Steaks are big business: Sparks, famous for its strip steak and even more famous for a certain mob hit, posts revenue in the multimillions. But because the best beef is already so expensive, steakhouses don’t actually make much profit on the cuts they serve, especially when it comes to dry aged steaks, which shrink during the aging process. As a result, these musky meat temples hope diners will pad their bills with wine and, of course, side dishes. Potato hash and creamed spinach are steakhouse mainstays, but many establishments have updated their offerings in recent years to include things like seasonal produce and even additional steaks (that’s right, steak as a side dish).
Here, to go with our list of the 10 best steakhouses in NYC, are our five favorite chophouse accompaniments.
5. Mashed potatoes at Christos Steakhouse, (4108 23rd Avenue, Queens; 718-777-8400) Astoria steakhouse and butcher shop Christos takes a YOLO approach to mashed spuds, cleverly folding in atypical ingredient combinations like blue cheese and bacon, wild mushrooms, or cheddar, chorizo, and spicy chili oil. But our favorite of the bunch channels the restaurant’s Greek heritage with smoked feta and parsley. The cream and smoke balance each other out, making for a smooth puree that could almost earn a spot on the restaurant’s coveted mezze platter, along with other addictive dips like skordalia and taramosalata.
4. Goose fat potatoes at The Strip House, (13 East 12th Street, 212-328-0000) Next to Peter Luger’s German potatoes, these might be the most famous starchy steakhouse side in the city. Essentially a deep fried mound of chopped potatoes, they’re exactly what you’d hope for, with a golden brown crust; a soft, seasoned interior; and just a hint of avian perfume from the bird fat. The audible crackle heard when a serving spoon splits open the burnished exterior elicits enough drooling to label this plate the gastronomic equivalent of Pavlov’s bell. [
3. Grilled vegetables at St. Anselm, (335 Metropolitan Avenue, Brooklyn; 718-384-5054) The spinach gratin and pan-fried mashed potatoes served at Joe Carroll’s laid back steakhouse are fine enough, but it’s when chef Yvon de Tassigny turns his attention to market vegetables that things really get cooking. Spring onions, cauliflower, and seasonal specials like ramps and long beans all enjoy ample char from the grill. Every steakhouse cares about the provenance of its meats, but how many pay mind to their produce?
2. Yorkshire creamed spinach at Quality Meats, (57 West 58th Street, 212-371-7777) Quality Meats is the glitzy midtown steakhouse from former Smith & Wollensky owners Michael and Alan Stillman (dad Alan helped found the recognizable, beefy brand). Together with chef Craig Koketsu, who oversees all of the Stillman’s restaurants as a partner in their group Fourth Wall Restaurants, they’ve managed to create a modern meatery where, occasionally, the side dishes outshine the steaks. There’s velvety corn crème brûlée and celery root disco fries. And although it’s not much to look at, the dish of creamed spinach, oozing forth from the gaping yaw of a browned popover, might be our favorite rendition in town.

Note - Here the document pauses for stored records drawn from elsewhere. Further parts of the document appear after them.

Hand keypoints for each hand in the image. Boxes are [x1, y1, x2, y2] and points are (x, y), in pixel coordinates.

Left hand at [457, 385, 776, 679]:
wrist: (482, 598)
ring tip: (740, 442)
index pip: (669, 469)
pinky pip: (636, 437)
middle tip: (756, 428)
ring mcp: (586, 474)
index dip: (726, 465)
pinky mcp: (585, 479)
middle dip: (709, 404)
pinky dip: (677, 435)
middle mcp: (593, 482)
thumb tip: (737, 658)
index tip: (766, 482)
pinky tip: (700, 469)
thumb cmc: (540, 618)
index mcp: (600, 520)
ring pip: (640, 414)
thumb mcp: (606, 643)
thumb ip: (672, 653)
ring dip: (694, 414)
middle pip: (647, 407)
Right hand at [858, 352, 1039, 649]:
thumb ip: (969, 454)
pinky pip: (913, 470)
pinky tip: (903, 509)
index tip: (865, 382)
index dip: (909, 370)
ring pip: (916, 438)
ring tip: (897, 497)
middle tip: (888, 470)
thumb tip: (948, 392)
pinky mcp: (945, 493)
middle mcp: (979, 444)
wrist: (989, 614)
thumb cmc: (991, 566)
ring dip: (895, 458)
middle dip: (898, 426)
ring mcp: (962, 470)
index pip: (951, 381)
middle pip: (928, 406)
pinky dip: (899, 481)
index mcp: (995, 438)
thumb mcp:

1.Beef butter at M. Wells Steakhouse, (43-15 Crescent Street, Queens; 718-786-9060) What’s the best steakhouse side in the city? Why, another steak, of course! Leave it to creative Canadian chef Hugue Dufour to hide one of the tenderest cuts of beef — a modest slab of Kobe strip loin — alongside equally decadent sides like pommes aligot, foie gras gnocchi, and escargot with bone marrow. For your menu ferreting, you’ll be rewarded with gorgeous fat-capped slices sitting in blood and butter that cost less than half of what you’ll spend on the rest of the wood-fired cuts.